Of fates so vain  -  of passions so abhorr’d,  -

But Peace  -  the Peace which passeth understanding

Not in our time  -  but in their time, O Lord.”"


At the close of the morning service on Sunday at Standon Parish Church the organist played the Dead March in “Saul” while the congregation remained standing as a tribute of honour and respect to the memory of the gallant officer who has so nobly fallen.


Another article from the Herts & Essex Observer of 4th August 1917 includes a tribute to Vernede from his contemporary at St Paul’s School, G.K. Chesterton and is followed by one of Vernede’s last poems:

"Posthumous Poem by Lieutenant R. E. Vernede 

Mr G.K. Chesterton, who was at St Paul’s School with the late Lieut. R.E. Vernede, has written a touching memoir of his old friend in the recent number of “The Pauline.”  He truly says that his death “may well be felt by the many who admired him as something almost like a gain, an addition or completion to that new and shining company of poets whose patriotism turned them into soldiers and gave them a life and death more worthy of a legend: those poets who have become poems.”  The last poem he wrote, which was written in the trenches and has been published since his death, significantly bears out this view of the soldier poet’s death.  We quote the beautiful poem which adds not alone lustre but a halo to the poet’s memory.  It is entitled:

A PETITION

All that a man might ask thou hast given me, England

Birthright and happy childhood’s long heart’s ease

And love whose range is deep beyond all sounding

And wider than all seas:

A heart to front the world and find God in it,

Eyes blind enow but not too blind to see

The lovely things behind the dross and darkness

And lovelier things to be:

And friends whose loyalty time nor death shall weaken

And quenchless hope and laughter’s golden store.

All that a man might ask thou hast given me England

Yet grant thou one thing more,

That now when envious foes would spoil thy splendour,

Unused in arms, a dreamer such as I

May in thy ranks be deemed not all unworthy England,

For thee to die."


Although there were some important actions underway on 9th April 1917, such as the attack by the Canadians on Vimy Ridge  and the assault on Arras the action in which Robert Vernede was mortally wounded was in the scheme of things a small skirmish and was truly a case of being in the wrong place at the wrong time.  The following description is from a letter to Mrs Vernede from one of her husband’s fellow officers. 

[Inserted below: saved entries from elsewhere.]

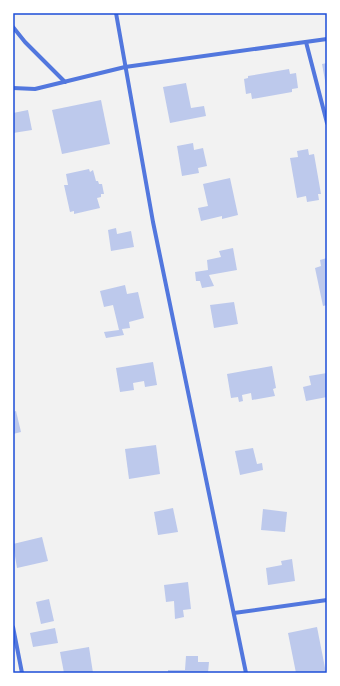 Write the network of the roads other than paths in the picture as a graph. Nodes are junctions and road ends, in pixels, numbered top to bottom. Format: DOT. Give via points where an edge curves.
graph roads {
  1 [pos="116,13"];
  2 [pos="13,27"];
  3 [pos="327,39"];
  4 [pos="306,42"];
  5 [pos="125,67"];
  6 [pos="65,82"];
  7 [pos="13,88"];
  8 [pos="327,123"];
  9 [pos="327,600"];
  10 [pos="234,613"];
  11 [pos="13,627"];
  12 [pos="22,673"];
  13 [pos="246,673"];
  1 -- 5 [label="street"];
  2 -- 6 [label="street" via="24,42"];
  3 -- 4 [label="street"];
  4 -- 5 [label="street"];
  4 -- 8 [label="street"];
  5 -- 6 [label="street"];
  5 -- 10 [label="street" via="153,222"];
  6 -- 7 [label="street" via="35,89"];
  9 -- 10 [label="street"];
  10 -- 13 [label="street"];
  11 -- 12 [label="street"];
} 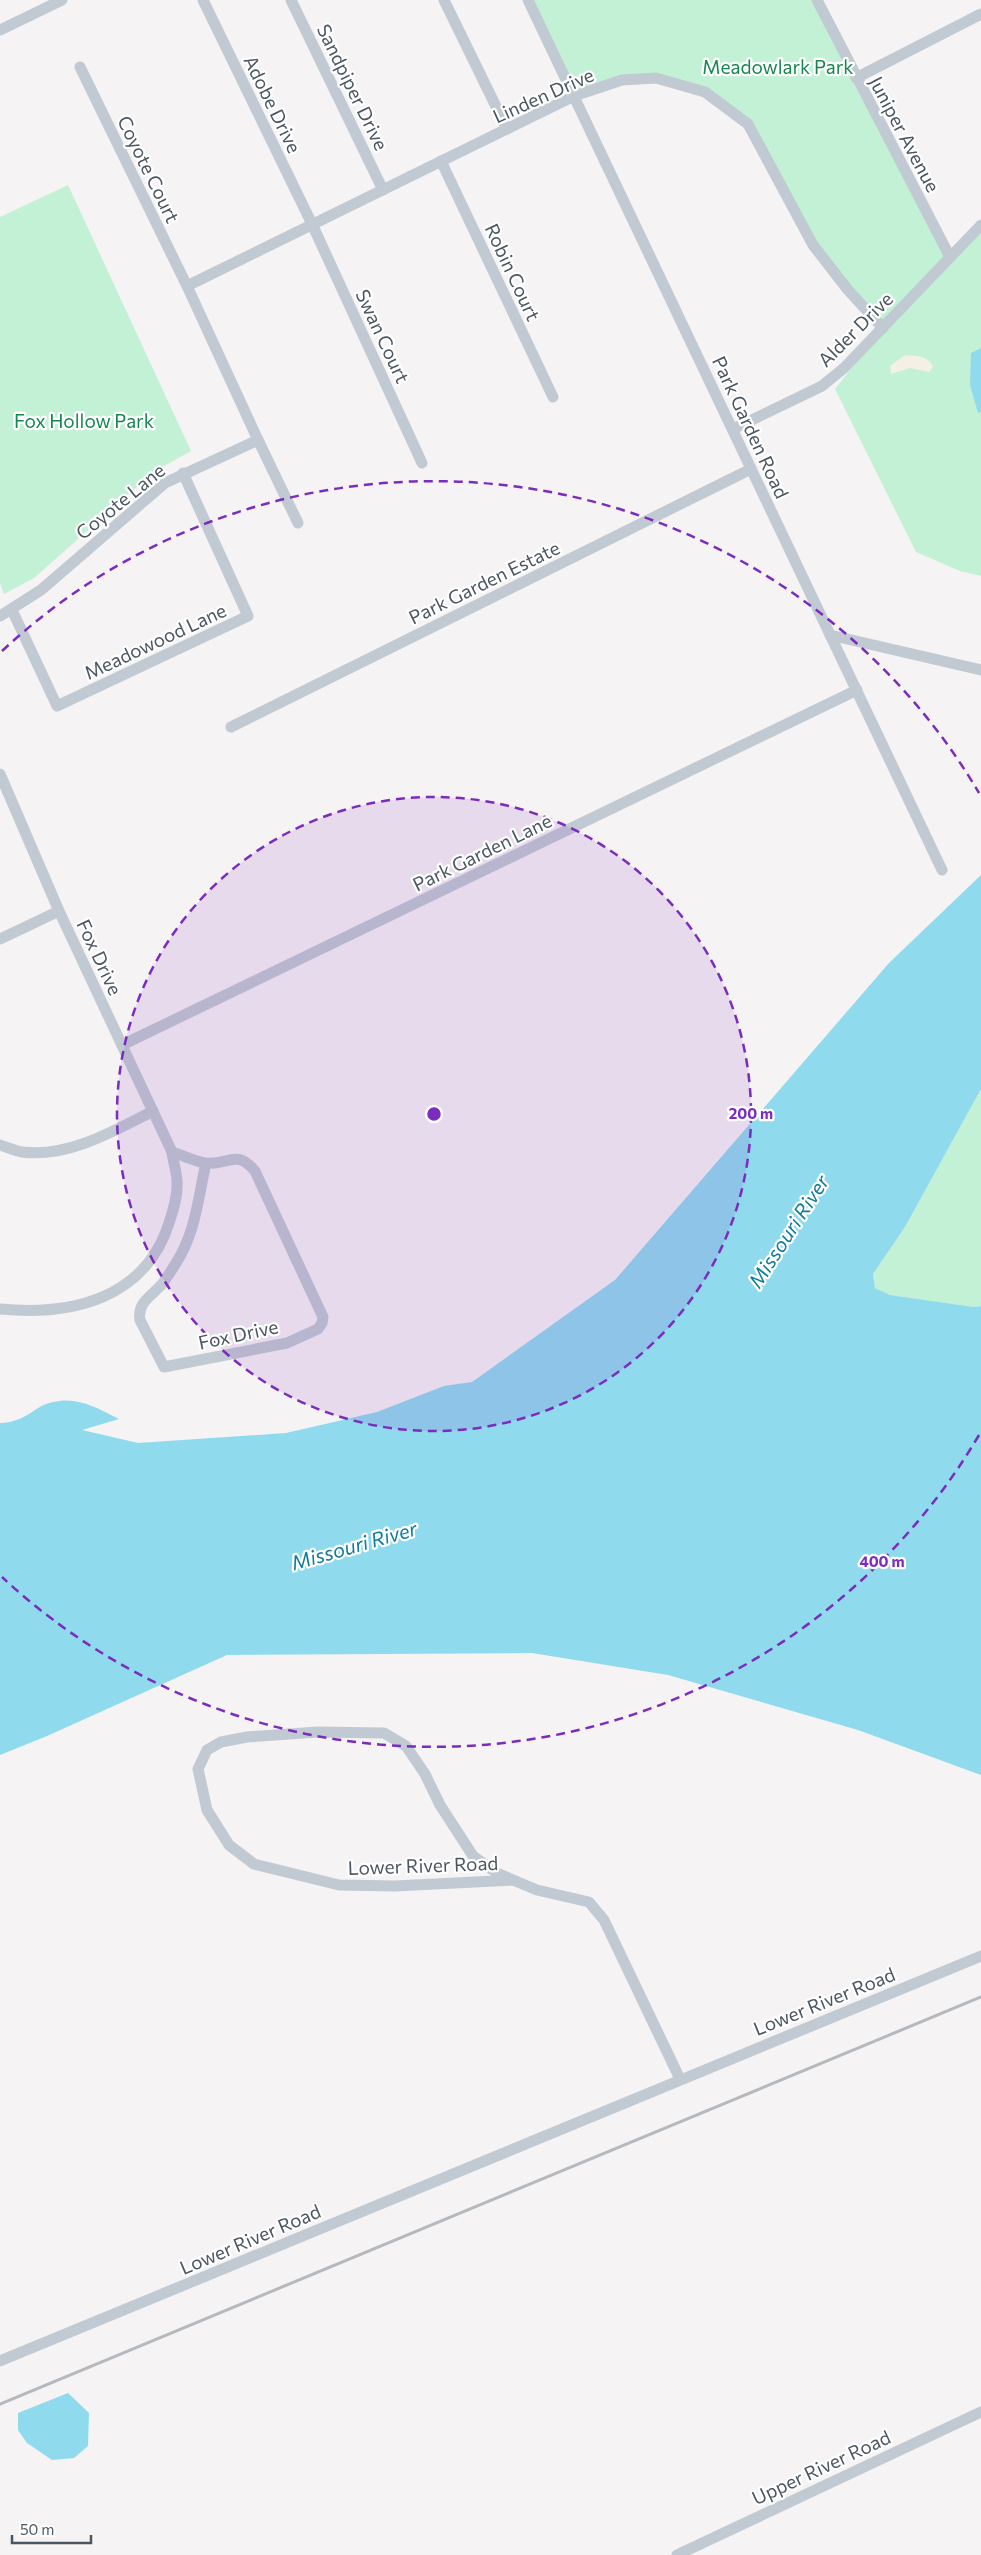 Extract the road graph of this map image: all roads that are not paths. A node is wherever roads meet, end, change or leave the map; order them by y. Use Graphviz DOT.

He was in charge of his platoon on our advance and went forward with a Yorkshire Officer who was in charge of the Company on his right, with his Sergeant and Corporal and a couple of his men, and as far as I can gather, came right on top of an enemy machine gun and was seriously wounded.  His men got him back to the Aid Station, but he did not survive the journey on from there.”